Wherever "Clements" turns up in the entries, copy out the line that holds it.

---*---

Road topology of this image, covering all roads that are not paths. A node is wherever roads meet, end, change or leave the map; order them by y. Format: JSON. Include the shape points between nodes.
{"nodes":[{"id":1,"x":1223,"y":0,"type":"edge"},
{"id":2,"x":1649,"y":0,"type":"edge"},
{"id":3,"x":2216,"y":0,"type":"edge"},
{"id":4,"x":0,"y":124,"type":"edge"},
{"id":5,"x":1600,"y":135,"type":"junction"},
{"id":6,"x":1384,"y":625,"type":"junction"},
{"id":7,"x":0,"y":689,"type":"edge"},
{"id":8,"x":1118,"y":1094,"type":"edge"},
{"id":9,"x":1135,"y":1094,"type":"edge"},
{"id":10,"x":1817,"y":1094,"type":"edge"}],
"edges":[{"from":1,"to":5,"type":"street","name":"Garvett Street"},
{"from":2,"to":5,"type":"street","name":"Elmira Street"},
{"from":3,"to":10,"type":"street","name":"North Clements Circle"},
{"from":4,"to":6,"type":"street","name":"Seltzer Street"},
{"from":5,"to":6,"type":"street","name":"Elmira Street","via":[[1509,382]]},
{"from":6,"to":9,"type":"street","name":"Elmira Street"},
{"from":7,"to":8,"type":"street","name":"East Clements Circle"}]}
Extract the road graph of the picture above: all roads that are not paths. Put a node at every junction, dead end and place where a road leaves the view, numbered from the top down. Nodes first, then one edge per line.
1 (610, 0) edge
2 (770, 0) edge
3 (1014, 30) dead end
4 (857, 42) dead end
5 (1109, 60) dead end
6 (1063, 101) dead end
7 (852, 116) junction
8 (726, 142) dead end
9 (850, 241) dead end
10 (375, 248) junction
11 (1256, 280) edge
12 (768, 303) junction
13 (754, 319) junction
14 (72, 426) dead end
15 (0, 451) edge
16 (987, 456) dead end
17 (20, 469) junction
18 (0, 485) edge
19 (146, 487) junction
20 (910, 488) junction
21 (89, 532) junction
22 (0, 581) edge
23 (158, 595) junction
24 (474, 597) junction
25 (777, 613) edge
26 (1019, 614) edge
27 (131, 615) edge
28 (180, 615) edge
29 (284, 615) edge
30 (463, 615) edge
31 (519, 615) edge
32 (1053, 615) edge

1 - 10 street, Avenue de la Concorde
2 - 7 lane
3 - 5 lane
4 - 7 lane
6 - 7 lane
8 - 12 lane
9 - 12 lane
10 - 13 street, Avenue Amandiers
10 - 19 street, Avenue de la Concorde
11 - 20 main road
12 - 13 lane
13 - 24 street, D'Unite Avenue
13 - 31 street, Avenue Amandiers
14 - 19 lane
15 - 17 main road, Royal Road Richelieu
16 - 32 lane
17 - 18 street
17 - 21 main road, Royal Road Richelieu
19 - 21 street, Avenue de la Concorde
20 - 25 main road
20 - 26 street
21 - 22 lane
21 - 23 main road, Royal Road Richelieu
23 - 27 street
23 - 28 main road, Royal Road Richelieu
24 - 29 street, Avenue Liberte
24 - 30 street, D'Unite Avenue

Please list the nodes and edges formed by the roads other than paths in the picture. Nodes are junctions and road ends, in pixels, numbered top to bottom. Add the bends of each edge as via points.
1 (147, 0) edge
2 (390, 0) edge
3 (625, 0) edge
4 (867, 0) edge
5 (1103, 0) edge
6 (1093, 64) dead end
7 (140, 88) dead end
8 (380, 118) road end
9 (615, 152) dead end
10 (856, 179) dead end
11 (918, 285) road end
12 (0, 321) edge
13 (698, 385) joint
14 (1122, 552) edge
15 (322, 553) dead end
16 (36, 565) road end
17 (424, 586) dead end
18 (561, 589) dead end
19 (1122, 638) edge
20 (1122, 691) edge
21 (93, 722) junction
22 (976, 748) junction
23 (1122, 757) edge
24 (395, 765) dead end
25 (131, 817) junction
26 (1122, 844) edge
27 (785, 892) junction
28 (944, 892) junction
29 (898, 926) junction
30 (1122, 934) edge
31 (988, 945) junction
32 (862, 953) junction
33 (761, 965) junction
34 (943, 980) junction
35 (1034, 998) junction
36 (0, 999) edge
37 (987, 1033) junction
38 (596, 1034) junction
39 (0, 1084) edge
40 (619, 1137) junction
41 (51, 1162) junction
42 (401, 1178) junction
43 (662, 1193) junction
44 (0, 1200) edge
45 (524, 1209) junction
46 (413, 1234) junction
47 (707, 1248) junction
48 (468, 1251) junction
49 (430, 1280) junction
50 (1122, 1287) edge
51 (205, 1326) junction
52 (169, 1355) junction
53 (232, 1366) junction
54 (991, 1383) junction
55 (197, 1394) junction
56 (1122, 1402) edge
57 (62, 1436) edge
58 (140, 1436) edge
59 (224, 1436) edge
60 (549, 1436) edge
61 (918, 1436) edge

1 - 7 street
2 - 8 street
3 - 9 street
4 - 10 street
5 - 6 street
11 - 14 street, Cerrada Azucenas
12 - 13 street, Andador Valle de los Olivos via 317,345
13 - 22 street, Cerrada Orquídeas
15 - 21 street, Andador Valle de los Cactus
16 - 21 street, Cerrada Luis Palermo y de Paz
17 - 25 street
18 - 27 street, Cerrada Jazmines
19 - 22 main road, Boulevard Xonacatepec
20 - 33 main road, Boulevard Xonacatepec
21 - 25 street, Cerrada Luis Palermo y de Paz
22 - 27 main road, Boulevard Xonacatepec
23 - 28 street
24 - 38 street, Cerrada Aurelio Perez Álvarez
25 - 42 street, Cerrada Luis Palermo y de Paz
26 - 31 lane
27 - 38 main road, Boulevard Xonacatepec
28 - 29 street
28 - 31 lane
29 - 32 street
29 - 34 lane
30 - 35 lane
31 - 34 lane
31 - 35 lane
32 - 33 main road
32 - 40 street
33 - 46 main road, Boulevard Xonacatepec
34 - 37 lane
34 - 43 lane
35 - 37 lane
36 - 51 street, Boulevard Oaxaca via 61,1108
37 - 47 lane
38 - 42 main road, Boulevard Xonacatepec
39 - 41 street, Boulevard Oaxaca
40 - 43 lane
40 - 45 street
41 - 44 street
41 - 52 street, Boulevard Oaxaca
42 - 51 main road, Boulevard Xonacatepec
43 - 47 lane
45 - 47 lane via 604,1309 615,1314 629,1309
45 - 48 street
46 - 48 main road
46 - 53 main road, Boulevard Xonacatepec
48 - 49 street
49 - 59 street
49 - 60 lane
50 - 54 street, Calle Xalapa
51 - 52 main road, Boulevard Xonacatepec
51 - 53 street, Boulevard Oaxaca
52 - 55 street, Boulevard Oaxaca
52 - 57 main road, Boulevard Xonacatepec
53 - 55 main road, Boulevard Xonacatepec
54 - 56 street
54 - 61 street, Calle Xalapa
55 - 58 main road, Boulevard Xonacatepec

---*---

TASK ANSWER:
{"from":3,"to":10,"type":"street","name":"North Clements Circle"},
{"from":7,"to":8,"type":"street","name":"East Clements Circle"}]}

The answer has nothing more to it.